Ya desde niño he tenido pasión por los fenómenos fronterizos; imagino que es una herencia paterna: mi padre, aduanero de profesión (lo que, a estos efectos, ya es un punto), tenía, además, entre sus numerosas aficiones e inquietudes, la geografía, de la que atesoraba un conocimiento enciclopédico.

Una frontera, incluso cuando viene marcada por un accidente geográfico (ya sea un río o una cordillera, por ejemplo), no deja de ser una creación 100% humana: se acuerda que más allá de una determinada coordenada, acaba un país y empieza otro y eso, en la inmensa mayoría de los casos, marca otra lengua, otra cultura, otra historia, otras costumbres, otras leyes… ¡Qué cosas!

España y Portugal -tanto monta, monta tanto- tienen entre sí más de 1.200 kilómetros de frontera, una de las más extensas de Europa; conocida coloquialmente como La Raya.
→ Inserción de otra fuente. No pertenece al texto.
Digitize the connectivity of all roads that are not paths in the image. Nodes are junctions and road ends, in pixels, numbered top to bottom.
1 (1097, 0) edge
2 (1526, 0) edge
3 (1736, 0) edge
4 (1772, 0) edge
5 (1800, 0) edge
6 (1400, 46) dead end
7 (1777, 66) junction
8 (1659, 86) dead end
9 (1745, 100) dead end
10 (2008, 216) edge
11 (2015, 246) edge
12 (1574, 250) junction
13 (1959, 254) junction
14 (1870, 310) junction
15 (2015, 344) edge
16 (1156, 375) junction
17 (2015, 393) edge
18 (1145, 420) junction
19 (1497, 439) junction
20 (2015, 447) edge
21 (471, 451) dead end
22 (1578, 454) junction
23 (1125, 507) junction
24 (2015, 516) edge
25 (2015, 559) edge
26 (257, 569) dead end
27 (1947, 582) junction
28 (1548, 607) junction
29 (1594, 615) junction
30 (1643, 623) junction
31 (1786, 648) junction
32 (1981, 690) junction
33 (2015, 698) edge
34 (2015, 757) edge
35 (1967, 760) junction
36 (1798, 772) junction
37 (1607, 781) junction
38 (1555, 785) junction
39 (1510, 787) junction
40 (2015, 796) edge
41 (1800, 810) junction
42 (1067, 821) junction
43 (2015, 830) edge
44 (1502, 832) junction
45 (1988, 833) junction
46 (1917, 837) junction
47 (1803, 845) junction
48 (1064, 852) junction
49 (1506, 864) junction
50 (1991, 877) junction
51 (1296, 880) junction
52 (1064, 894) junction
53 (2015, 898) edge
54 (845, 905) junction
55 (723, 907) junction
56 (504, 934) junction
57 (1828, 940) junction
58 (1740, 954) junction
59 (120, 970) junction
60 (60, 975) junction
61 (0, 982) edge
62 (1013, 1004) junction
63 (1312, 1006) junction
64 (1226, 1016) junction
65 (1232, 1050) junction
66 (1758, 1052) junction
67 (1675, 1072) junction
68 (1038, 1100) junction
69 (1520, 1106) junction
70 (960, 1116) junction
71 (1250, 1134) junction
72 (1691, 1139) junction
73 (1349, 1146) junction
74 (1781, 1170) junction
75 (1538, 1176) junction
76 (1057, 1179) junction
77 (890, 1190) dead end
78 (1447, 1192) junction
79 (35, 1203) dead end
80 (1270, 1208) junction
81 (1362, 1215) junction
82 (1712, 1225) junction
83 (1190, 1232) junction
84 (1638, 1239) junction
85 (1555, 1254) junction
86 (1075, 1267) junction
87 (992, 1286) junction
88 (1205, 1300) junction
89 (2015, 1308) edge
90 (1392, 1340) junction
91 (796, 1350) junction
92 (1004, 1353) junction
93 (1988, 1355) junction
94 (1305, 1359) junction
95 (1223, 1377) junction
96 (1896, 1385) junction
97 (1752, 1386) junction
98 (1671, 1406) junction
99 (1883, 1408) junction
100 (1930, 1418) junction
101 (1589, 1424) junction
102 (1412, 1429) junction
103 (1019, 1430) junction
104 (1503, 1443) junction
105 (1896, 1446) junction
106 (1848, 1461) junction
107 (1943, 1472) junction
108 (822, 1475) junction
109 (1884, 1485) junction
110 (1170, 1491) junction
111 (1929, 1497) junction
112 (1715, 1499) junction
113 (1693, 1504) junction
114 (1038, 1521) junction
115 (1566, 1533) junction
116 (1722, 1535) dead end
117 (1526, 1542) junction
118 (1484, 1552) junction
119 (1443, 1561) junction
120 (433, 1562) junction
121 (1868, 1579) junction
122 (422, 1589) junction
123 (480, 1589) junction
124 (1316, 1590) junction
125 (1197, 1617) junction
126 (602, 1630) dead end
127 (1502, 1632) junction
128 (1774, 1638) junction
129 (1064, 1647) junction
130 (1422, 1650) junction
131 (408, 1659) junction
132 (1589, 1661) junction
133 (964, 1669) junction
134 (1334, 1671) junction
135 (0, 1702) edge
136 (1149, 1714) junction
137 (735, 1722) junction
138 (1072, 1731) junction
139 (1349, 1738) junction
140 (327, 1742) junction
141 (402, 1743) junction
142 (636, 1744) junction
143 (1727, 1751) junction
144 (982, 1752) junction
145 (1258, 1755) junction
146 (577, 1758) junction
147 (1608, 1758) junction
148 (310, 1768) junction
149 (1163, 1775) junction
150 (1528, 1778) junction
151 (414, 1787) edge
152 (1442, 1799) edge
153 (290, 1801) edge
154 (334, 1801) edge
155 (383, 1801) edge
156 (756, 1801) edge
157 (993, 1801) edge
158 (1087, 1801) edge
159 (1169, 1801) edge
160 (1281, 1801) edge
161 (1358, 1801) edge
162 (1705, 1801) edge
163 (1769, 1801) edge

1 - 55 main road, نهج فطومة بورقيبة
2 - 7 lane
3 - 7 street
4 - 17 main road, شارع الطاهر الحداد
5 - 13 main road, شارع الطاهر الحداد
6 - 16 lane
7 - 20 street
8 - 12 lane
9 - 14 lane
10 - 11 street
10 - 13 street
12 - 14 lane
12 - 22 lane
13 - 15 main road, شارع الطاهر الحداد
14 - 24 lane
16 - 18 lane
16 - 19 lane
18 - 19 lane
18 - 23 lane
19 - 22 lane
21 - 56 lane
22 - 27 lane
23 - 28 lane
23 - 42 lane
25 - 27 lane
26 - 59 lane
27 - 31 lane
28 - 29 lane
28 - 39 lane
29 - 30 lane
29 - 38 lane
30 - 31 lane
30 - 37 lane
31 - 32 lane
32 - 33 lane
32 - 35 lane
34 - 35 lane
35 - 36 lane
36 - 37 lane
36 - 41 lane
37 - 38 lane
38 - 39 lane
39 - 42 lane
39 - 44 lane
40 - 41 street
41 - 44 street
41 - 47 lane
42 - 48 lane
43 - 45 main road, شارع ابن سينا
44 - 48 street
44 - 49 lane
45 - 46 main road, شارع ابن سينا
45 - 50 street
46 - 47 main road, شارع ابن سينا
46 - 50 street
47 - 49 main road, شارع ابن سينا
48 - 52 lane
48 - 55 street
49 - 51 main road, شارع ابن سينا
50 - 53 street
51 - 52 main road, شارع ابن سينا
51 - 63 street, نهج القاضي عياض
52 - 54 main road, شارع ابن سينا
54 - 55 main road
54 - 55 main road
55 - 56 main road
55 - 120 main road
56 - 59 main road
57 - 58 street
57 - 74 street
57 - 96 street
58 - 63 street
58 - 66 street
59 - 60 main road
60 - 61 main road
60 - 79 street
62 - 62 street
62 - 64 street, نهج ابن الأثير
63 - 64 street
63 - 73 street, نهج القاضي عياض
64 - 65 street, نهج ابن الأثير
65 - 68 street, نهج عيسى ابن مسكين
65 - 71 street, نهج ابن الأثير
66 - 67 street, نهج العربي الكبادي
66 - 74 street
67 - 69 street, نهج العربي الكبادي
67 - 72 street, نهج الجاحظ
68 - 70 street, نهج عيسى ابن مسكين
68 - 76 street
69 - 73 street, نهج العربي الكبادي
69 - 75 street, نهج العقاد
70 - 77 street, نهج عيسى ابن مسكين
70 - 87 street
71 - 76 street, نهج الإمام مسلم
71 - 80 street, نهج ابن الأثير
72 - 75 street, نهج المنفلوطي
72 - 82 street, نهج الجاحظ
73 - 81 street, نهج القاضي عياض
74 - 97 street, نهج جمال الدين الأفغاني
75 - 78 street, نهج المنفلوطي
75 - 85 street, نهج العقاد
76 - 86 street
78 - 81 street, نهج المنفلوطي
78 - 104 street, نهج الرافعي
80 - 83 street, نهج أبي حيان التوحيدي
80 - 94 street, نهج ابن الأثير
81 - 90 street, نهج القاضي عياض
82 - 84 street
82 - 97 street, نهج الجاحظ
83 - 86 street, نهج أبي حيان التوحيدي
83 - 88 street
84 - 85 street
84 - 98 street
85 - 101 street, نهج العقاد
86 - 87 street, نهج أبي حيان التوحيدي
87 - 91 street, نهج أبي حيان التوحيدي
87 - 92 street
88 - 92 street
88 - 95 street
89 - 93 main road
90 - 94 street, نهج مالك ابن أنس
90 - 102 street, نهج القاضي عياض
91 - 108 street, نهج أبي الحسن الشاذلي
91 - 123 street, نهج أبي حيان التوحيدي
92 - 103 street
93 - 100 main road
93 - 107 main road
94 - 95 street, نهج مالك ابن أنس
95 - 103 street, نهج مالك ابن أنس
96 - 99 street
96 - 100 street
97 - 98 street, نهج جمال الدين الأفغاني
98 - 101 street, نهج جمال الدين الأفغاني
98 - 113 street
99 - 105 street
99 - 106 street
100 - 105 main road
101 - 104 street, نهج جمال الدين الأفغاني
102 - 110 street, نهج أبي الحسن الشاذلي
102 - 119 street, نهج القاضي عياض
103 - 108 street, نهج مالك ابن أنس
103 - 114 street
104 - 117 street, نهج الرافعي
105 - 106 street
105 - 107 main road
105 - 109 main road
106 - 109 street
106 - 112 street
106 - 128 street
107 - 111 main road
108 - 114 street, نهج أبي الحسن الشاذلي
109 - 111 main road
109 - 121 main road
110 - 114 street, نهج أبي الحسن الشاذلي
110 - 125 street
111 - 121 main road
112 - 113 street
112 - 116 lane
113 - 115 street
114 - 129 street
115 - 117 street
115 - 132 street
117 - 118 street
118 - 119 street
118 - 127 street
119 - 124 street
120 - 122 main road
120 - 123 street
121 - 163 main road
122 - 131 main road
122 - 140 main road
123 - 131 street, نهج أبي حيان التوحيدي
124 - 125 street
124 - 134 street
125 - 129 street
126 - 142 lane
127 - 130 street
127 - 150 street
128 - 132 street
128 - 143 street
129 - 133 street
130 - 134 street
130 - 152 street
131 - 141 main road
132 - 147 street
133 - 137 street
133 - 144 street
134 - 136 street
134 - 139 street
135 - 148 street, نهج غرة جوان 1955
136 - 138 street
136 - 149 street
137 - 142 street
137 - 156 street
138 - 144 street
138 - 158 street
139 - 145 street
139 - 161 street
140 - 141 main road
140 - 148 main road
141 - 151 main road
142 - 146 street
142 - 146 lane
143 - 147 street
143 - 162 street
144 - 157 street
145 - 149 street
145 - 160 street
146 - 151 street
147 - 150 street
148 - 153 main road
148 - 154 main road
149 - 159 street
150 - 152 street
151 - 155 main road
En tan larga distancia, hay varios obstáculos naturales, como el Guadiana o el Duero. En mi caso, toda la frontera próxima viene marcada por el río Miño; en su día, un muro natural, hoy un paisaje amable y hasta turísticamente atractivo.

Hace ya años, lustros, que los empresarios españoles -con mayor intensidad los más próximos a la frontera, como, por ejemplo, los gallegos- empezaron a mostrar su interés por instalarse en Portugal; tan es así que en no pocos casos esa instalación derivó en una mudanza productiva total: menos burocracia, menos trabas administrativas, mayor celeridad en la tramitación de permisos y licencias, asequibles precios de suelo y coste de mano de obra, …; todos ellos han sido -y son- ingredientes que han ido atrayendo, pausada pero incesantemente, un flujo empresarial hacia Lusitania.

Después -ya más recientemente- han sido las personas físicas (es decir, los clásicos Juanes Españoles) quienes han ido apreciando Portugal como un destino del todo atractivo para ubicarse vitalmente allí: un país seguro, con una sanidad óptima, unas infraestructuras modernas, un clima agradable y una gastronomía de lo más atractiva. Si a ello le añadimos que tiene una fiscalidad especialmente friendly para esos recién llegados a los que les ofrece el benévolo régimen de los “residentes no habituales”, pues ya qué les voy a contar…

Sí les cuento, sin embargo, otra cosa; ésta ya no agradable para los oídos. Tengo sobre mi mesa varios asuntos con un denominador común: españoles que han trasladado – ¡efectivamente!- su residencia a Portugal y a los que la Agencia Tributaria (AEAT) se niega a reconocerles -aquí, en España- su condición de no residentes… El asunto daría para mucho, pero me limitaré a apuntarles tres cosas: i) si las pruebas de ese traslado son las que tienen que ser, poco margen hay para cuestionar la realidad; ii) si Portugal certifica la residencia allí, ídem (así lo acaba de apuntar, además, el Tribunal Supremo); y iii) si, aun así, la AEAT discrepa, habría de interactuar con la Hacienda lusa -y no con el contribuyente- al objeto de arbitrar, entre ambas, la solución del caso.

Mejor nos iría en España si nos cuestionáramos qué motivos llevan a tantas personas (físicas y jurídicas) a migrar hacia otros horizontes más amistosos y hospitalarios: veamos la viga en el ojo propio antes que la paja en el ajeno.